Happiness is reading a beloved book for the second time and still loving it. #theheartsinvisiblefurries @john_boyne #historicalfiction #gayfiction #toptenbooks

The Heart's Invisible Furies

This was my second reading of this book. I seldom reread a novel, and I can literally count on my one hand how many I have reread and sad to say, I have been disappointed. Yes, I loved the book initially, and yes, I was just checking out that love, keeping it safe and locked into my head and heart as a book I would NEVER forget. But, oftentimes, that second reading was not even close to what the first reading did for me. Not, this time though. My second reading of this phenomenal piece of writing was even better the second time around.

I can’t begin to express my happiness, joy, and besides gushing forth the many reasons why this book will always be counted among my top five books of all times, let me just say, if you haven’t read it, read it. If you haven’t cried tears, you will. If you haven’t laughed out loud while reading, you will. If you have ever needed a book to trigger all those wonderful human emotions, this my dear book friends is the one.

So, I am returning to my original review of this book finished on December 1, 2017.

This was absolutely positively wonderful in all ways a piece of literature can be.

I have thought and thought about this book long after I closed its back cover. It is probably one of the most powerful novels that I have read in quite some time, or maybe even forever!!!

Cyril Avery, the boy grown to manhood in this novel is a wonderful character. He epitomizes what it was like growing up a bastard in Ireland where his young unmarried mother is defamed by the parish priest, thrown out of her parents household, and cast adrift being pregnant, unloved, and unwanted. The only thing she can do is give her infant son up for adoption. So Cyril winds up the adoptive son of the Averys, a couple of non feeling, non conforming adults who while not abusing Cyril physically deny him any sort of emotional support always reminding him he is not an Avery. Yes, Cyril survives. He possess a wit and a look at life that while not carefree is certainly one in which he just seems to roll along. As a child he meets his best friend for life, Julian Woodbead, and their paths cross and converge as they grow to adulthood.
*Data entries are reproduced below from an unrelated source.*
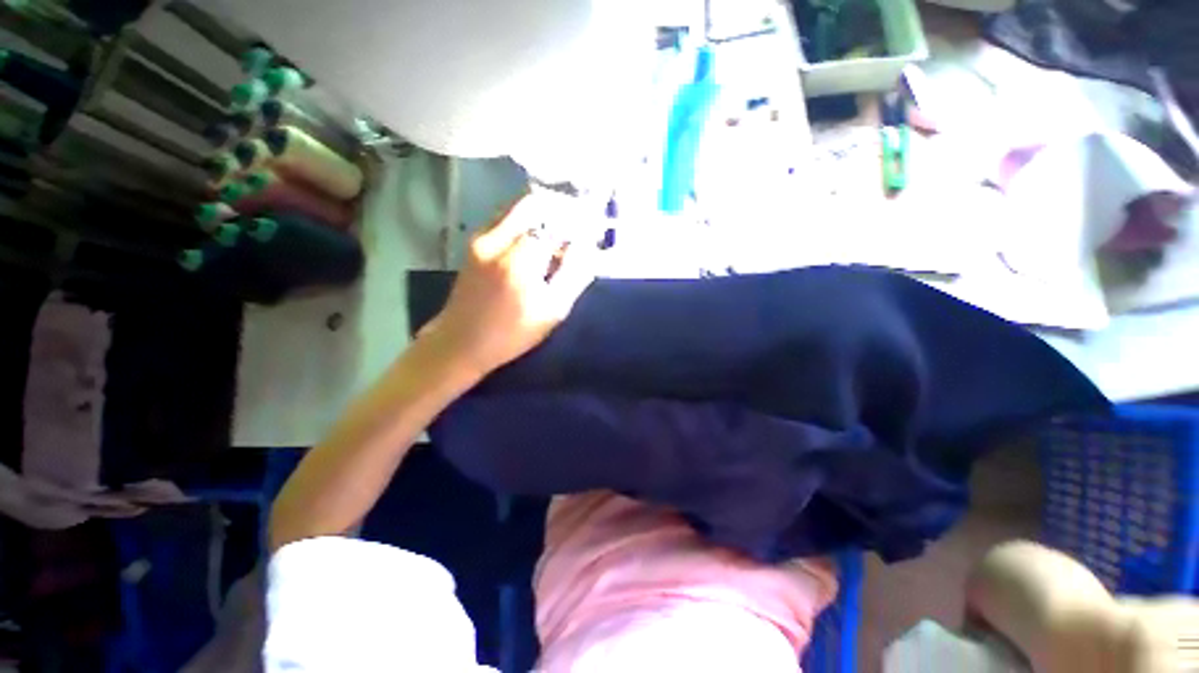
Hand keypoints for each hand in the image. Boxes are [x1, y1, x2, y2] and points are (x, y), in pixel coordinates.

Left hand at [422, 194, 597, 376]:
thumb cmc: (512, 333)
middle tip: (572, 230)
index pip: (554, 222)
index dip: (574, 224)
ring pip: (515, 207)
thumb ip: (574, 275)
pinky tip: (533, 244)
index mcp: (519, 259)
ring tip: (555, 238)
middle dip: (557, 210)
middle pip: (531, 202)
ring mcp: (480, 238)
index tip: (586, 235)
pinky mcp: (473, 243)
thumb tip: (587, 247)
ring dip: (540, 215)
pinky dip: (523, 223)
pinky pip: (504, 219)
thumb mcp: (553, 311)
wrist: (461, 342)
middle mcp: (496, 239)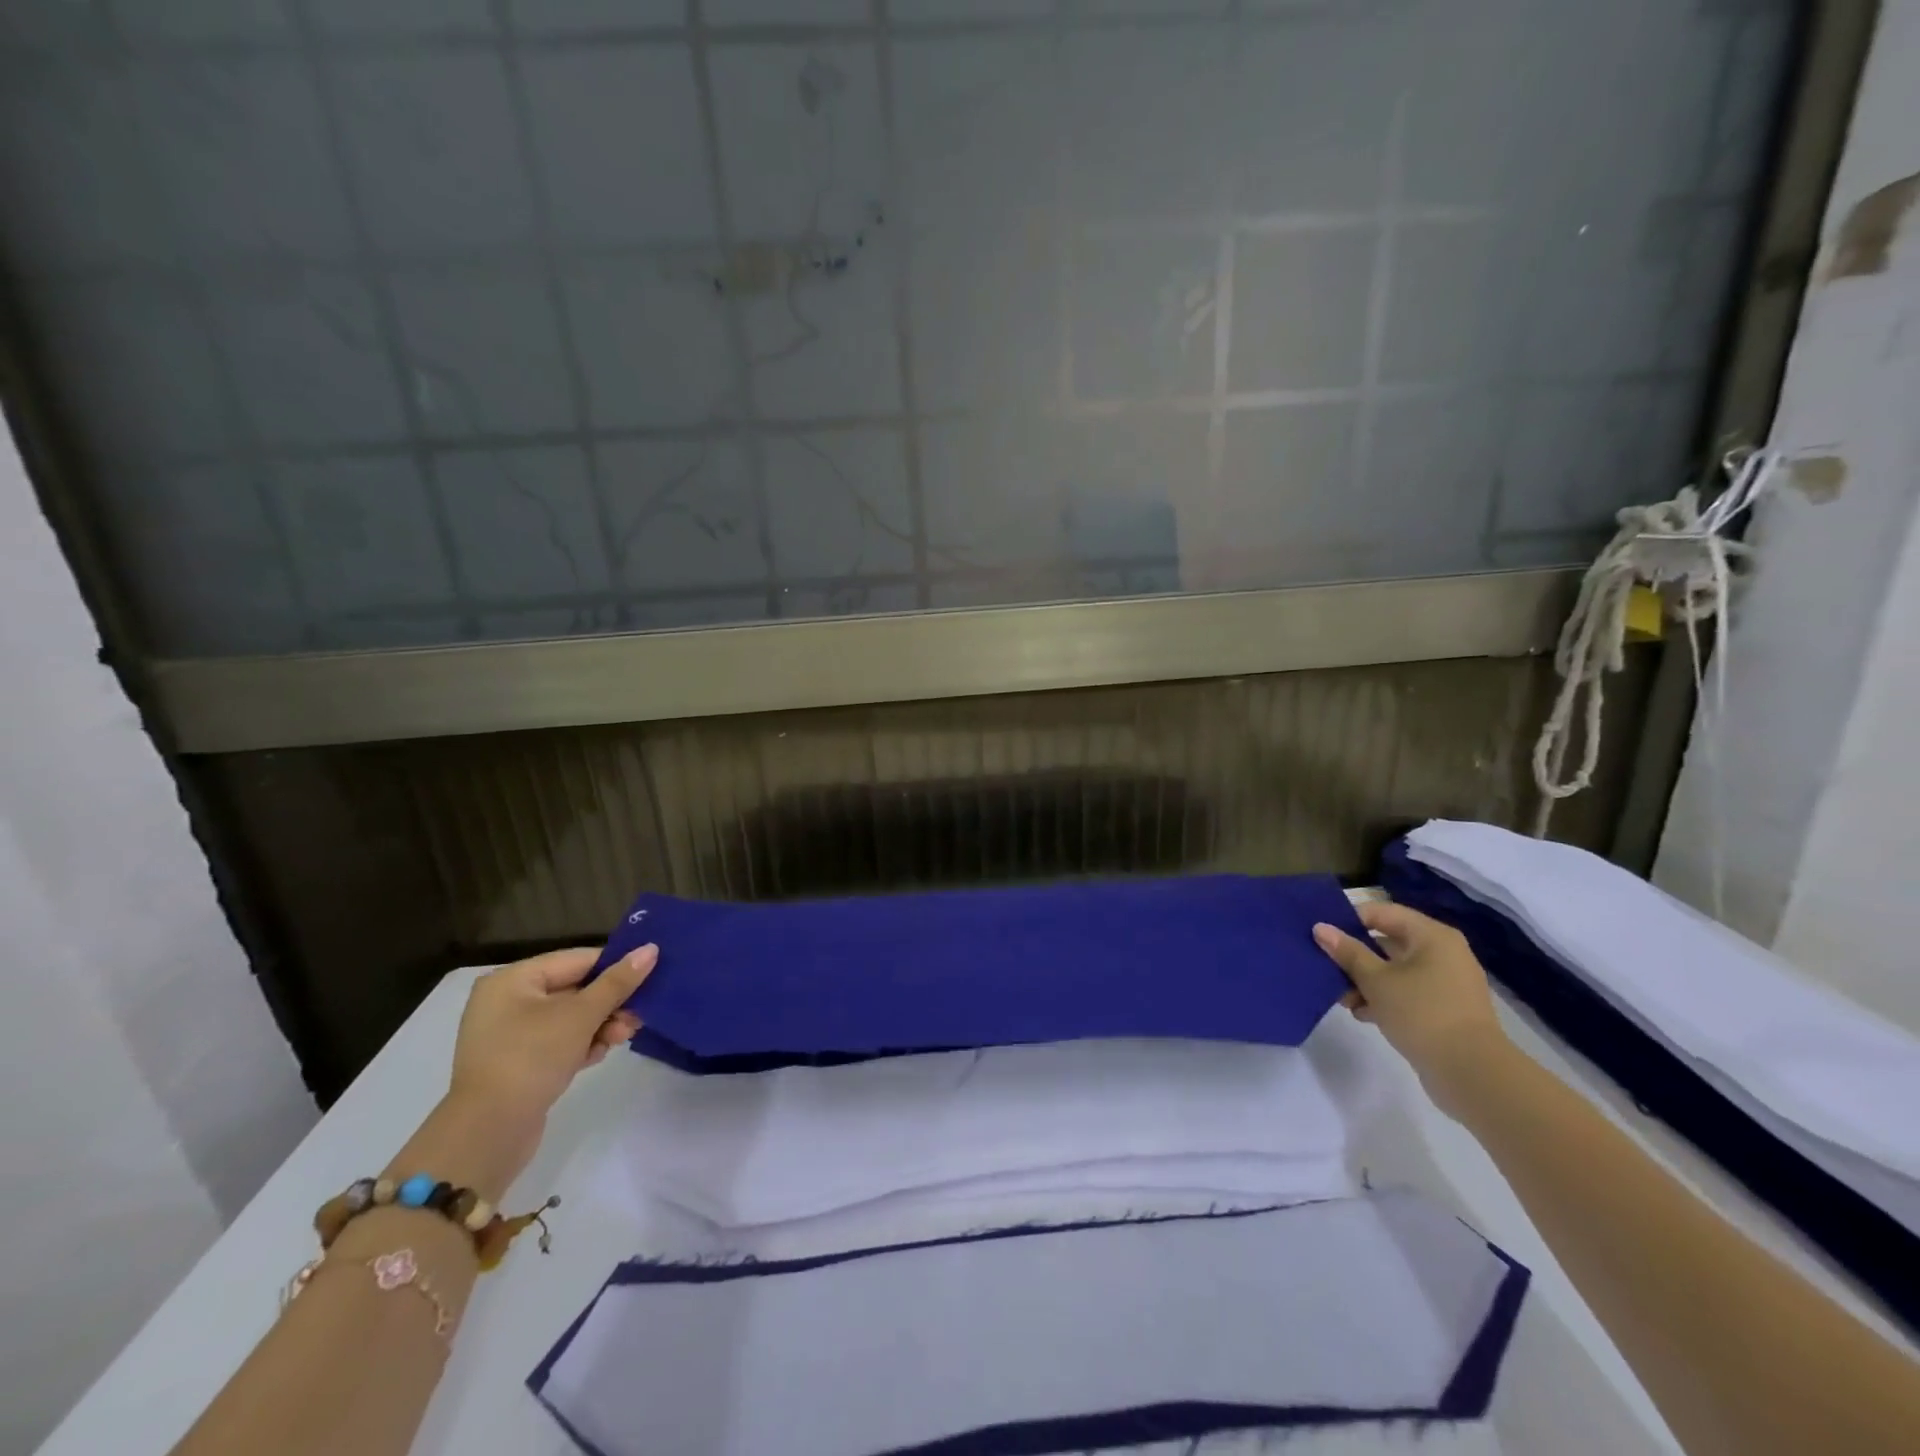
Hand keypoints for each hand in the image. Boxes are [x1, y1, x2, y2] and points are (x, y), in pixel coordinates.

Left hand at [424, 946, 657, 1194]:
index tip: (650, 979)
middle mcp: (507, 1001)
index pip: (577, 960)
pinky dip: (582, 1044)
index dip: (615, 967)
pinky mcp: (518, 1063)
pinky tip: (599, 1055)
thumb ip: (618, 982)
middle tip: (638, 1016)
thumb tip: (651, 949)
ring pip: (570, 1018)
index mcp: (513, 980)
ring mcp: (510, 1035)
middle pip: (575, 989)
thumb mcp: (581, 1016)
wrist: (488, 1134)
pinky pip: (559, 1041)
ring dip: (601, 1025)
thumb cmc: (532, 1058)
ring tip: (623, 1038)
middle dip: (610, 1003)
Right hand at [1312, 903, 1508, 1107]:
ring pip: (1394, 970)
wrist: (1471, 1073)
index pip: (1382, 913)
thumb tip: (1320, 928)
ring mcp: (1445, 983)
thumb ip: (1347, 952)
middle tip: (1326, 968)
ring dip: (1365, 981)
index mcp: (1431, 936)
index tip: (1322, 935)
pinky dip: (1384, 999)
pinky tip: (1363, 1014)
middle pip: (1387, 942)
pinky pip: (1406, 993)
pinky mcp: (1444, 1009)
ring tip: (1342, 999)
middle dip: (1354, 957)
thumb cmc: (1421, 1013)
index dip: (1349, 920)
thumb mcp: (1376, 980)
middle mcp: (1442, 953)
Cyril, not Cecil, knows he is different. Not understanding the how or the why he finds himself constantly drawn to Julian, who by this time is a major Lothario, never passing up a romp with anyone in a skirt and basically is unaware of the love that seems to be within Cyril for him. Holding his feelings for Julian inside for many years, finally confessing his feelings, he loses Julian. Cyril does eventually recognize his homosexuality and after countless back alley encounters he meet Bastiaan, a doctor, and they enter into a reciprocal love filled relationship.

This novel covers a large time span in Ireland from 1945 until 2015, moving through various locales, following the attitudes towards homosexuals in Dublin, Amsterdam and New York. We see the hypocrisy of the Catholic Church and its stranglehold on the people of Ireland. The book opens with the telling sentence that defines the church “Long before we had discovered he fathered two children by two different women, Father James Monroe stood on the altar of the Church of Our Lady, Star of the Sea, in the parish of Goleen, West Cork, and denounced my mother as a whore.” We follow the struggles of Cyril as he takes us through his life making us cry with him, laugh with him, share his rage, and ultimately embrace him as a character we wish we could know and befriend.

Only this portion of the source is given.